First, as you have remarked, the global optimizer generates the same completely inlined code for both variants:

    mov     DWORD PTR [rsp-8], 2
    mov     eax, DWORD PTR [rsp-8]
    imul    eax, eax
    mov     DWORD PTR [rsp-4], eax

In the templated version you need nothing more, since nothing else can be invoked from another compilation unit.

The bad ;-)

Now your functional version of o2() has external linkage. So it could be called from another translation unit if you would link it with one that would refer to it. This is why the callable code for the function is generated as well under the label o2(std::function<int (int)>, int) and is kept, despite it is not needed by the "inlined" code.

And the ugly

There is still some other additional code in the functional variant, which is less obvious.
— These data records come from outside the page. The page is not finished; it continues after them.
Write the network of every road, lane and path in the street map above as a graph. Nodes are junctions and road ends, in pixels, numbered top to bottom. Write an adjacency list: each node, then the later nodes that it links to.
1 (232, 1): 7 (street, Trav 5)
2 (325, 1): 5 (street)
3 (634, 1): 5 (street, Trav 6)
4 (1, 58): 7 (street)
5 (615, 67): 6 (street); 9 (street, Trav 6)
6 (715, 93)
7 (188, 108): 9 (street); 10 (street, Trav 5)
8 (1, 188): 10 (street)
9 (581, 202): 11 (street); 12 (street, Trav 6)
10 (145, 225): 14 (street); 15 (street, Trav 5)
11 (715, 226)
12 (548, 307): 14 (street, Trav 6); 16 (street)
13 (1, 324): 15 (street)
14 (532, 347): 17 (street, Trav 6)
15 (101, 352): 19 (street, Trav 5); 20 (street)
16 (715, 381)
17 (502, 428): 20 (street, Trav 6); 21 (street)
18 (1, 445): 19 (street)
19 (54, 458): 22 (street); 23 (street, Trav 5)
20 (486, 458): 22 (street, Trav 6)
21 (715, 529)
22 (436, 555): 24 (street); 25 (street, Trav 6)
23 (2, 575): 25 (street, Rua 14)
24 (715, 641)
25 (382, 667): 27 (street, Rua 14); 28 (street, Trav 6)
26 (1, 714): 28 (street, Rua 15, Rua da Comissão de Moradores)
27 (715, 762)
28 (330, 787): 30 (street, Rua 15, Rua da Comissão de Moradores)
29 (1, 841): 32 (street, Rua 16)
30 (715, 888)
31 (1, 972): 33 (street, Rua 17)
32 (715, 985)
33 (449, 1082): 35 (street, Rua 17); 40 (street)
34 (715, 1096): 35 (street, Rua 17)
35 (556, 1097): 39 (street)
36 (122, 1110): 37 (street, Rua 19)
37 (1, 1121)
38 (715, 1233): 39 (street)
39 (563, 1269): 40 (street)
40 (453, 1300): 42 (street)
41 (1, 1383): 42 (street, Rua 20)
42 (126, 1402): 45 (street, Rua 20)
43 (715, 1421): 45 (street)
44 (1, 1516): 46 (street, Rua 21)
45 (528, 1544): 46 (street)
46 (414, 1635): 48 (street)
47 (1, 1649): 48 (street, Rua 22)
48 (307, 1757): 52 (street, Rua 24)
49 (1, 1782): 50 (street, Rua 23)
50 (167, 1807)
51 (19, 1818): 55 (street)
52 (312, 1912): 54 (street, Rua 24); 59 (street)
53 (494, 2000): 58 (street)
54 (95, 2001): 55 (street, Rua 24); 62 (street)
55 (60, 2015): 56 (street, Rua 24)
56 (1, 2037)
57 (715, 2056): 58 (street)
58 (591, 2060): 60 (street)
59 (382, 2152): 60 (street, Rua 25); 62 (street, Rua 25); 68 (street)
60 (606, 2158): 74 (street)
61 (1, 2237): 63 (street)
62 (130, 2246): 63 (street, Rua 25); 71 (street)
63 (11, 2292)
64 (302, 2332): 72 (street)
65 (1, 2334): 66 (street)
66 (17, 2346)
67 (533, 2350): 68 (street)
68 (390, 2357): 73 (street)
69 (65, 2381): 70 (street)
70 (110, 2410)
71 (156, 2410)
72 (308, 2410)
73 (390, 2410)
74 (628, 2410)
Looking more closely, I guess that the used implementation of std::function instantiates some classes (probably using CRTP) that expose the lambda as an invokeable class:

  • a member function that implements the lambda in a way to let it be called as a member function (typical approach for creating a callable object), under the label std::_Function_handler<int (int), main::{lambda(int)#1}>::_M_invoke(std::_Any_data const&, int&&):
  • a member function that implements some boiler-plate code to call the previous one under the label std::_Function_base::_Base_manager<main::{lambda(int)#1}>::_M_manager(std::_Any_data&, std::_Function_base::_Base_manager<main::{lambda(int)#1}> const&, std::_Manager_operation):
  • some typeinfo and a virtual table. This shows that one of these classes at least is polymorphic.
  • some exception throwing code (since function can throw)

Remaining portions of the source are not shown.